Output, exactly as written, the lines below from the one that has "pinky tip: (745, 355)" through the one that has "ring dip: (400, 347)"; nothing else, and no pictures.

MATERIAL FOR THE TASK ▸
------------------------------------

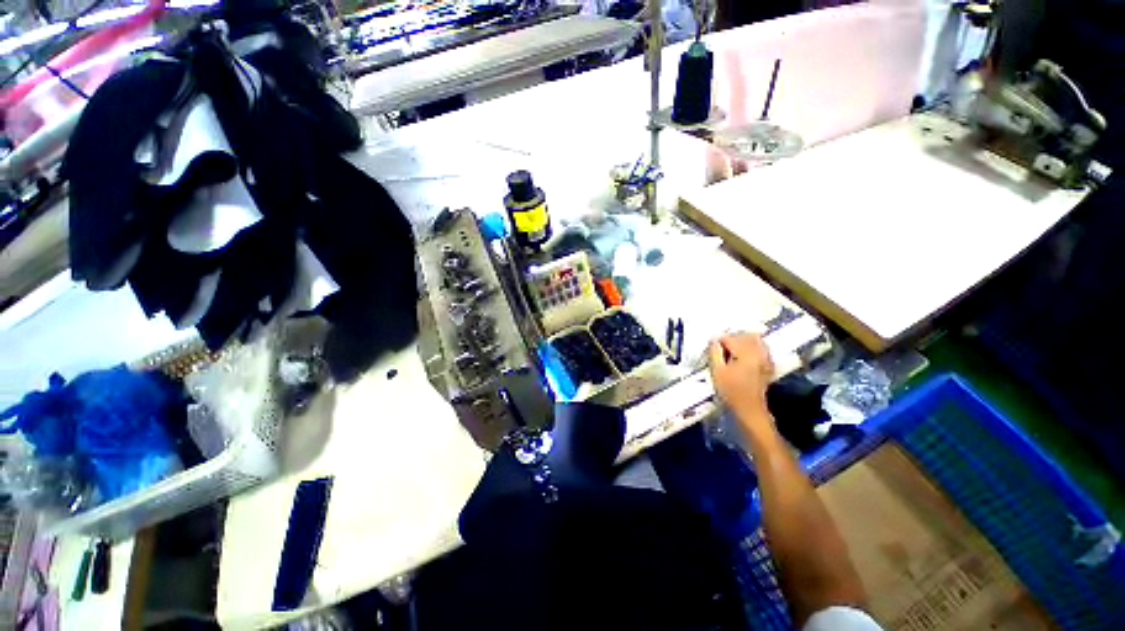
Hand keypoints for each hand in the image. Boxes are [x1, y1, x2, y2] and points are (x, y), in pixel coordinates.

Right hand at [709, 333, 774, 418]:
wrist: (749, 408)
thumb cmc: (731, 391)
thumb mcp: (717, 371)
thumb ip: (715, 353)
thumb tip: (714, 341)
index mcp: (745, 353)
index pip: (730, 338)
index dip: (719, 341)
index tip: (712, 347)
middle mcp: (758, 353)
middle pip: (745, 336)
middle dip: (732, 338)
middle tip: (721, 347)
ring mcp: (766, 359)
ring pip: (756, 340)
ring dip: (743, 341)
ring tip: (732, 350)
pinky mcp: (768, 365)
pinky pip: (762, 349)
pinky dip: (753, 348)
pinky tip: (745, 355)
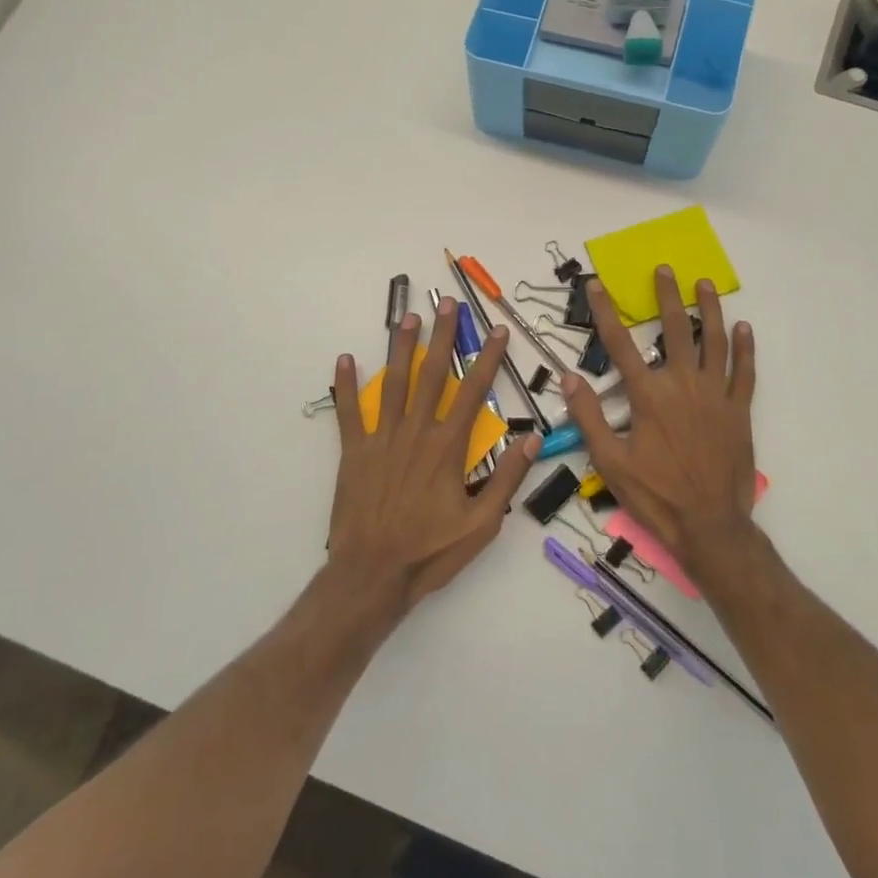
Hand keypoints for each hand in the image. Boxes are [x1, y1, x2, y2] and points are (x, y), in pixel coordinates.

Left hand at [325, 298, 538, 617]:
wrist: (373, 574)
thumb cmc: (431, 551)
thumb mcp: (482, 524)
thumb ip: (507, 479)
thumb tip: (532, 439)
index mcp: (448, 447)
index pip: (474, 391)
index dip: (487, 358)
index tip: (496, 331)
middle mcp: (416, 432)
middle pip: (431, 374)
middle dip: (442, 336)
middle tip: (446, 303)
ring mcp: (382, 439)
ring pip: (392, 382)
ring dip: (400, 347)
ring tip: (406, 317)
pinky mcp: (354, 452)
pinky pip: (349, 412)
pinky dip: (346, 385)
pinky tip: (345, 358)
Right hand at [561, 268, 758, 588]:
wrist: (709, 525)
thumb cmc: (655, 496)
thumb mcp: (610, 462)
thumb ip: (589, 417)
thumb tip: (569, 378)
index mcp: (648, 397)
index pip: (620, 345)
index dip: (605, 312)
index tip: (597, 286)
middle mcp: (682, 386)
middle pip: (673, 331)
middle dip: (666, 297)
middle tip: (664, 269)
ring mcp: (714, 396)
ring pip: (713, 343)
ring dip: (709, 311)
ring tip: (705, 284)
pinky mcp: (738, 411)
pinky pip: (743, 373)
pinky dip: (744, 349)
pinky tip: (743, 328)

------------------------------------

EXERCISE RESPONSE ▸
pinky tip: (745, 355)
Hand keypoints for each hand in the image. Boxes are [x1, y1, x2, y2] and points are (x, y), in pixel coordinates.

Left hand at [325, 298, 538, 617]:
wrist: (373, 574)
thumb cmc: (431, 551)
thumb mcp: (482, 524)
thumb ip: (507, 479)
thumb tip: (532, 439)
index mcp: (448, 447)
index pip: (474, 391)
index dip: (487, 358)
index tip: (496, 331)
middle mcp: (416, 432)
middle pip: (431, 374)
middle dip: (442, 336)
middle tip: (446, 303)
ring mcp: (382, 439)
ring pip: (392, 382)
ring dip: (400, 347)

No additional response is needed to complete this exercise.